Problem to work on
Give back all of the data exactly as written.

Provided entries
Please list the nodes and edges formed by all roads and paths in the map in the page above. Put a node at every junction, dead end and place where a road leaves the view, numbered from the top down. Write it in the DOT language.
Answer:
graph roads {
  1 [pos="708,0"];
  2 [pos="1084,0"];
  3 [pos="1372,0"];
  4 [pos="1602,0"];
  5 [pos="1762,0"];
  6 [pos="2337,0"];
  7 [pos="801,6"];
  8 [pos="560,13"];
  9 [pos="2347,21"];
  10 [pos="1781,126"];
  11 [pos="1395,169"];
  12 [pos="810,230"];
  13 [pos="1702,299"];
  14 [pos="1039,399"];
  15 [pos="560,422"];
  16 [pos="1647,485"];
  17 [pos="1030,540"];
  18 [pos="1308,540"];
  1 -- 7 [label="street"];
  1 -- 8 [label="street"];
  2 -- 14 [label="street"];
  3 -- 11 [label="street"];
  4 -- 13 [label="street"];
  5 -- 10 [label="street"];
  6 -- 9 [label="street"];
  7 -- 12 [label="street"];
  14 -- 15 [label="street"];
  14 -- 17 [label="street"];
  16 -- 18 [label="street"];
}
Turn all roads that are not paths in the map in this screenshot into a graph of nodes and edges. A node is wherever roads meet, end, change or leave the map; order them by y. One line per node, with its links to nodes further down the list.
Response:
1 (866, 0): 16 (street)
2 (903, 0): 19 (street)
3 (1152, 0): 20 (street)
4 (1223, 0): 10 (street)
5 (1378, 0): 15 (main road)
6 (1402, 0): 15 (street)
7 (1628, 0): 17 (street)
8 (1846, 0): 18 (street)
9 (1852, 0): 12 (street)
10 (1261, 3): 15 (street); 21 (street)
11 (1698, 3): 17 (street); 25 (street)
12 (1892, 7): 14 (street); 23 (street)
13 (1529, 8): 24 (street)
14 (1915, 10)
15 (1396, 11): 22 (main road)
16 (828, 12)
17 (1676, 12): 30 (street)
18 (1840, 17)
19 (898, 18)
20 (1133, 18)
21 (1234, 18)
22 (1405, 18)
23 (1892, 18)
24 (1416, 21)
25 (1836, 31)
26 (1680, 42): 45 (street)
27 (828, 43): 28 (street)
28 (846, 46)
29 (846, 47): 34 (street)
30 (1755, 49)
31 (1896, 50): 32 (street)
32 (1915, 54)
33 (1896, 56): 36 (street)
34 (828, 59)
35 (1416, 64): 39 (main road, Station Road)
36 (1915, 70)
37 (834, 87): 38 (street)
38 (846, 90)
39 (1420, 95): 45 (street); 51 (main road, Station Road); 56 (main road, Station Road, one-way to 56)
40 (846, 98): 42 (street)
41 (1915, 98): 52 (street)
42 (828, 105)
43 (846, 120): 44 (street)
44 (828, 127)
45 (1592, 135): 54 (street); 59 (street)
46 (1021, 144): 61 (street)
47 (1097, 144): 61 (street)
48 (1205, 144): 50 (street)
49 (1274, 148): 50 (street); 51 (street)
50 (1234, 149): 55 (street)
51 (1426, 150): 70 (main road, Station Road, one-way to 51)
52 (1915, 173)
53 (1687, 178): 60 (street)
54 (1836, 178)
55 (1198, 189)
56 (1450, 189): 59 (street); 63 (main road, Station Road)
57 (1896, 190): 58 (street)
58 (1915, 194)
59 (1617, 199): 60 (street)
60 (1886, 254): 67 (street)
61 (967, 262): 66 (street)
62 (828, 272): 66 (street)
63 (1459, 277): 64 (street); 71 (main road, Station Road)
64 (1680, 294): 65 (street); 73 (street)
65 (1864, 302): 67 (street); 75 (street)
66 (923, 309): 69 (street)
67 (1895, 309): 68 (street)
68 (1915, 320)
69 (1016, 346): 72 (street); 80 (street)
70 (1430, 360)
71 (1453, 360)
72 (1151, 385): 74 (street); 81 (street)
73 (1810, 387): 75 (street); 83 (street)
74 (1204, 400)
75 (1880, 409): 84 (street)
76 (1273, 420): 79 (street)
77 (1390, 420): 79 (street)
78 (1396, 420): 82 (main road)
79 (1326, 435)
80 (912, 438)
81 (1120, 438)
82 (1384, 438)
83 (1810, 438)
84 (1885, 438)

Answer box
Please list the nodes and edges formed by all roads and paths in the map in the page above. Put a node at every junction, dead end and place where a road leaves the view, numbered from the top down. Write it in the DOT language.
Answer:
graph roads {
  1 [pos="708,0"];
  2 [pos="1084,0"];
  3 [pos="1372,0"];
  4 [pos="1602,0"];
  5 [pos="1762,0"];
  6 [pos="2337,0"];
  7 [pos="801,6"];
  8 [pos="560,13"];
  9 [pos="2347,21"];
  10 [pos="1781,126"];
  11 [pos="1395,169"];
  12 [pos="810,230"];
  13 [pos="1702,299"];
  14 [pos="1039,399"];
  15 [pos="560,422"];
  16 [pos="1647,485"];
  17 [pos="1030,540"];
  18 [pos="1308,540"];
  1 -- 7 [label="street"];
  1 -- 8 [label="street"];
  2 -- 14 [label="street"];
  3 -- 11 [label="street"];
  4 -- 13 [label="street"];
  5 -- 10 [label="street"];
  6 -- 9 [label="street"];
  7 -- 12 [label="street"];
  14 -- 15 [label="street"];
  14 -- 17 [label="street"];
  16 -- 18 [label="street"];
}
Turn all roads that are not paths in the map in this screenshot into a graph of nodes and edges. A node is wherever roads meet, end, change or leave the map; order them by y. One line per node, with its links to nodes further down the list.
Response:
1 (866, 0): 16 (street)
2 (903, 0): 19 (street)
3 (1152, 0): 20 (street)
4 (1223, 0): 10 (street)
5 (1378, 0): 15 (main road)
6 (1402, 0): 15 (street)
7 (1628, 0): 17 (street)
8 (1846, 0): 18 (street)
9 (1852, 0): 12 (street)
10 (1261, 3): 15 (street); 21 (street)
11 (1698, 3): 17 (street); 25 (street)
12 (1892, 7): 14 (street); 23 (street)
13 (1529, 8): 24 (street)
14 (1915, 10)
15 (1396, 11): 22 (main road)
16 (828, 12)
17 (1676, 12): 30 (street)
18 (1840, 17)
19 (898, 18)
20 (1133, 18)
21 (1234, 18)
22 (1405, 18)
23 (1892, 18)
24 (1416, 21)
25 (1836, 31)
26 (1680, 42): 45 (street)
27 (828, 43): 28 (street)
28 (846, 46)
29 (846, 47): 34 (street)
30 (1755, 49)
31 (1896, 50): 32 (street)
32 (1915, 54)
33 (1896, 56): 36 (street)
34 (828, 59)
35 (1416, 64): 39 (main road, Station Road)
36 (1915, 70)
37 (834, 87): 38 (street)
38 (846, 90)
39 (1420, 95): 45 (street); 51 (main road, Station Road); 56 (main road, Station Road, one-way to 56)
40 (846, 98): 42 (street)
41 (1915, 98): 52 (street)
42 (828, 105)
43 (846, 120): 44 (street)
44 (828, 127)
45 (1592, 135): 54 (street); 59 (street)
46 (1021, 144): 61 (street)
47 (1097, 144): 61 (street)
48 (1205, 144): 50 (street)
49 (1274, 148): 50 (street); 51 (street)
50 (1234, 149): 55 (street)
51 (1426, 150): 70 (main road, Station Road, one-way to 51)
52 (1915, 173)
53 (1687, 178): 60 (street)
54 (1836, 178)
55 (1198, 189)
56 (1450, 189): 59 (street); 63 (main road, Station Road)
57 (1896, 190): 58 (street)
58 (1915, 194)
59 (1617, 199): 60 (street)
60 (1886, 254): 67 (street)
61 (967, 262): 66 (street)
62 (828, 272): 66 (street)
63 (1459, 277): 64 (street); 71 (main road, Station Road)
64 (1680, 294): 65 (street); 73 (street)
65 (1864, 302): 67 (street); 75 (street)
66 (923, 309): 69 (street)
67 (1895, 309): 68 (street)
68 (1915, 320)
69 (1016, 346): 72 (street); 80 (street)
70 (1430, 360)
71 (1453, 360)
72 (1151, 385): 74 (street); 81 (street)
73 (1810, 387): 75 (street); 83 (street)
74 (1204, 400)
75 (1880, 409): 84 (street)
76 (1273, 420): 79 (street)
77 (1390, 420): 79 (street)
78 (1396, 420): 82 (main road)
79 (1326, 435)
80 (912, 438)
81 (1120, 438)
82 (1384, 438)
83 (1810, 438)
84 (1885, 438)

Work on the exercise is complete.